Because when faced with a charging elephant, you need the stopping power of the Holland & Holland Royal with .500 H&H Nitro Express slugs!! You have two slugs before reloading though, so you better not miss (is reload a move or a standard action?).


With respect to wealth, we'll need to define our proffesional skills (in Colin's case it's probably Survival).

His starting wealth is: 
   5+Cha=+7 

Using the starting value  will probably work pretty well. I haven't seen any table for wealth/Level in any of my books. anyways, Action!! is it's own reward. 

Based on the weapon stats, the purchase DC for a MW version of the elephant gun would be +24 (Ouch!!). Still, it's Colin's baby.
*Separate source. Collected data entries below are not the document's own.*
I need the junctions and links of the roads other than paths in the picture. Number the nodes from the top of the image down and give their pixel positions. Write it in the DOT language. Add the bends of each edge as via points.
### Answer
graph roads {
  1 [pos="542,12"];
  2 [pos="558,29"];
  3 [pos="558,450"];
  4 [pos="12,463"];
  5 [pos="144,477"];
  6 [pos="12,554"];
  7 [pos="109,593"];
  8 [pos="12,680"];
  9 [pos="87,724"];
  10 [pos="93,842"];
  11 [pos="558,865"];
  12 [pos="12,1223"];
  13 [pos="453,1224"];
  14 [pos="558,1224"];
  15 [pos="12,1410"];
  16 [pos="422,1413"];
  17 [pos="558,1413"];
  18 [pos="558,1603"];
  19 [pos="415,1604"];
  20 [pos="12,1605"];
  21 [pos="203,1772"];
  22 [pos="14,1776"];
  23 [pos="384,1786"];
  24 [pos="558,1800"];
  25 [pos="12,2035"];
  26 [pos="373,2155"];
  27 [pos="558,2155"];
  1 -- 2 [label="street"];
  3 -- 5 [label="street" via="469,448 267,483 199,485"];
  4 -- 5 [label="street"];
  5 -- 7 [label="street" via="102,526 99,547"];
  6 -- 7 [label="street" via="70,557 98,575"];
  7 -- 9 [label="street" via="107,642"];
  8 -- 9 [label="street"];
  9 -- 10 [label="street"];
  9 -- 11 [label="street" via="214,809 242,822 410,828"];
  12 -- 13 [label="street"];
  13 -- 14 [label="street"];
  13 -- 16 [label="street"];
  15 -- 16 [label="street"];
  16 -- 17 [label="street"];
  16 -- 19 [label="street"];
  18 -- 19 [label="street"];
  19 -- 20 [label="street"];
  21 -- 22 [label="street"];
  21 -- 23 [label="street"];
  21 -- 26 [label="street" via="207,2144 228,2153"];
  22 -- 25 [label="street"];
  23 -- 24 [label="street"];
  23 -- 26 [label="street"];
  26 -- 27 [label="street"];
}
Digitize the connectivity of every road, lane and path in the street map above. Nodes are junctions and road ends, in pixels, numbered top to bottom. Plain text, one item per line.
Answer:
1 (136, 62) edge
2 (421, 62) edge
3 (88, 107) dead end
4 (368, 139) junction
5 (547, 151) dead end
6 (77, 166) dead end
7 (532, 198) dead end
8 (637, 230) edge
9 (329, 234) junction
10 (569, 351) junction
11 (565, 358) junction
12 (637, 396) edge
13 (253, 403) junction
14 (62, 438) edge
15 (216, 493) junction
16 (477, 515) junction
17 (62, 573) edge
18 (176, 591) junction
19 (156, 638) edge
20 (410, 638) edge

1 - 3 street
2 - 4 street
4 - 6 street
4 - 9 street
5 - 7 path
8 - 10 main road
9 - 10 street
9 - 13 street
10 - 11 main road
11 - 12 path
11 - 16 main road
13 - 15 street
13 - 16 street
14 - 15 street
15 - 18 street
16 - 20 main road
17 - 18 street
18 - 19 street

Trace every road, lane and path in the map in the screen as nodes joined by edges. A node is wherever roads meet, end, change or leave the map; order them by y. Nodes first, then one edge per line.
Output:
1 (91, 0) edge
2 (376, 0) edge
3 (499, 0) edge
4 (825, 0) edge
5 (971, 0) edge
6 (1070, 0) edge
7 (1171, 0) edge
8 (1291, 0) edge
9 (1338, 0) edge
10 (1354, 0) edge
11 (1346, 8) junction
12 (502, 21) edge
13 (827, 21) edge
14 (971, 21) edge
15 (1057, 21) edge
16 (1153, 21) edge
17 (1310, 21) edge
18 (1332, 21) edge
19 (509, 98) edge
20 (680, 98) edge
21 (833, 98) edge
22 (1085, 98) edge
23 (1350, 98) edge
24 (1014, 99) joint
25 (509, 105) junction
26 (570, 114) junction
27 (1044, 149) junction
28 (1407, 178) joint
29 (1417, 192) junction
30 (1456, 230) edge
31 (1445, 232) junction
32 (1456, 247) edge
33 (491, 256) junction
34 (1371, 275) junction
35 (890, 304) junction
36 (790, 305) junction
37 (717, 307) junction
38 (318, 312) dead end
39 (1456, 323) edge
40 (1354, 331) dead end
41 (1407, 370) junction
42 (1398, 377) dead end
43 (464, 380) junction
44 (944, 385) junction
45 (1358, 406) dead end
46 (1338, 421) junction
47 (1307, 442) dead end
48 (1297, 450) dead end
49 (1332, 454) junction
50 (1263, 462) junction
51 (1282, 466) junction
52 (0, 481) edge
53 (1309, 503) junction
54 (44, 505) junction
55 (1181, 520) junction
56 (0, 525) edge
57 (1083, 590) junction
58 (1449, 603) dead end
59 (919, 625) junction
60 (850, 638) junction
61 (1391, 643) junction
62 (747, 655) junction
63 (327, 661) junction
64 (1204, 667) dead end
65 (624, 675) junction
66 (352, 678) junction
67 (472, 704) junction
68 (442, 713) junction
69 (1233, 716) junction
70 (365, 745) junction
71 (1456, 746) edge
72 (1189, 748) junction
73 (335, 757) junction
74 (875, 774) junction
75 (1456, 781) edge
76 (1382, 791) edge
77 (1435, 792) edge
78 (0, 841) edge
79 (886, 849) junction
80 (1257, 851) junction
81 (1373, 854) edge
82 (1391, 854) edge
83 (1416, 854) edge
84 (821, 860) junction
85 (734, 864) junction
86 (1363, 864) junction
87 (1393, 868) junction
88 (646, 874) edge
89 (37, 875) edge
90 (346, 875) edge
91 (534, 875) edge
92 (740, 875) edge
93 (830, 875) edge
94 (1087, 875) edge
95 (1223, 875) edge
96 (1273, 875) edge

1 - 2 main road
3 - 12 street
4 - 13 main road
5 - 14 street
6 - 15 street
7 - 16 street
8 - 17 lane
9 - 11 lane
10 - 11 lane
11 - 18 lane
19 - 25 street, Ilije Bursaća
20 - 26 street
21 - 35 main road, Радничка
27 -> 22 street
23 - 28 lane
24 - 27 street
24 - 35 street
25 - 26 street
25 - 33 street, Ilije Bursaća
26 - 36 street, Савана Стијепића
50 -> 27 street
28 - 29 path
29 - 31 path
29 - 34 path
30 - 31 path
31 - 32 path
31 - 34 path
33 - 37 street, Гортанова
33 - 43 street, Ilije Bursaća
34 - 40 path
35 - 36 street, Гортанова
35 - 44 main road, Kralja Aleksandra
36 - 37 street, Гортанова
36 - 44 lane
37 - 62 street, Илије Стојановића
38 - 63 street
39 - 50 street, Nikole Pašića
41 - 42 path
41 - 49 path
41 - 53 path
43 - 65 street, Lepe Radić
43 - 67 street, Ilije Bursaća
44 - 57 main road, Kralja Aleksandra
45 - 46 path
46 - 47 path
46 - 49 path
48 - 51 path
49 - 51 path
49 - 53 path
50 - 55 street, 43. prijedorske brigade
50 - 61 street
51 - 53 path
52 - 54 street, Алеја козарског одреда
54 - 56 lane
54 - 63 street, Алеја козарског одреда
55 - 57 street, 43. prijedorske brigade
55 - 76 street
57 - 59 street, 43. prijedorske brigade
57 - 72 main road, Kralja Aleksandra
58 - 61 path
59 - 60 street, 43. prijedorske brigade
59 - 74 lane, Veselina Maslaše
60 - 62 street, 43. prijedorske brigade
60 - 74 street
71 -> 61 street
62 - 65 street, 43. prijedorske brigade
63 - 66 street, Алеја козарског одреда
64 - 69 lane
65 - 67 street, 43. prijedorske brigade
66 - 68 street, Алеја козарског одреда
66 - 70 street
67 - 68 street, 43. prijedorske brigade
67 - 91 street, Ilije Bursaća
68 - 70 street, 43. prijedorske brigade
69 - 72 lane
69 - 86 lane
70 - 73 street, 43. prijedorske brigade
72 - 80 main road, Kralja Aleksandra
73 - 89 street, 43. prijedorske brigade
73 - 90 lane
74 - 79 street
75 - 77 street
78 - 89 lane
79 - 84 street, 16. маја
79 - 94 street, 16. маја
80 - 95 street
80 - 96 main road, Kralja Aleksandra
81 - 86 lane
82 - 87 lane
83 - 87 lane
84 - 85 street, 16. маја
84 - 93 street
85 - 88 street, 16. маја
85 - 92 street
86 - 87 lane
If the DC is to high


----------



## trilobite (Aug 22, 2006)

iwatt said:
			
		

> Based on the weapon stats, the purchase DC for a MW version of the elephant gun would be +24 (Ouch!!). Still, it's Colin's baby. If the DC is to high




You could always go with the _Signature Item_ feat and get a Superior Masterwork Elephant gun (+2 to attack) for free.


----------



## iwatt (Aug 22, 2006)

trilobite said:
			
		

> You could always go with the _Signature Item_ feat and get a Superior Masterwork Elephant gun (+2 to attack) for free.




Not....enough...feats....must....resist...temptation....


----------



## The Shadow (Aug 22, 2006)

Quickleaf said:
			
		

> I notice that we all have the "expertise" core ability.




Yeah, we do seem to be really Expert-heavy.  Still, as long as we've got our own skill-niches, it should all work out.

The idea of coming up with new Core Abilities is an interesting one, though it's one we're given no guidance from the book on doing.

I might consider one for boosting interaction or scholarly skills, I'm just not sure what it should look like.

P.S.  I suppose I could take The Talent easily enough, but I thought it would be more interesting (and less headache for Trilobite) not to have it.


----------



## iwatt (Aug 22, 2006)

The Shadow said:
			
		

> Yeah, we do seem to be really Expert-heavy.  Still, as long as we've got our own skill-niches, it should all work out.
> 
> The idea of coming up with new Core Abilities is an interesting one, though it's one we're given no guidance from the book on doing.
> 
> ...




From Doc Raven's description, I think the Expertise abilty fits him to a tee. He seems to know a about everything. Or that's what he likes to think  

In Colin's case, I was thinking of using it for tracking. That low wisdom does hurt him a bit....


----------



## jezter6 (Aug 22, 2006)

I think it also fits well with Hawkeye, who always seems to have just the right luck and just the right idea to pull something off, in spite of overwhelming odds. This will help him on those crazy pilot checks when landing in choppy waters while being shot at by asian drug smugglers.


----------



## Quickleaf (Aug 23, 2006)

"Wait. You plan on letting the plane that I just fixed up get shot at again?!? *grumble* Brand new fusilege... *grumble* ...propeller shot up...fusebox blown... Drug smugglers? Why would they be shooting at us unless we had something in the cargo-- Hawkeye?!?" 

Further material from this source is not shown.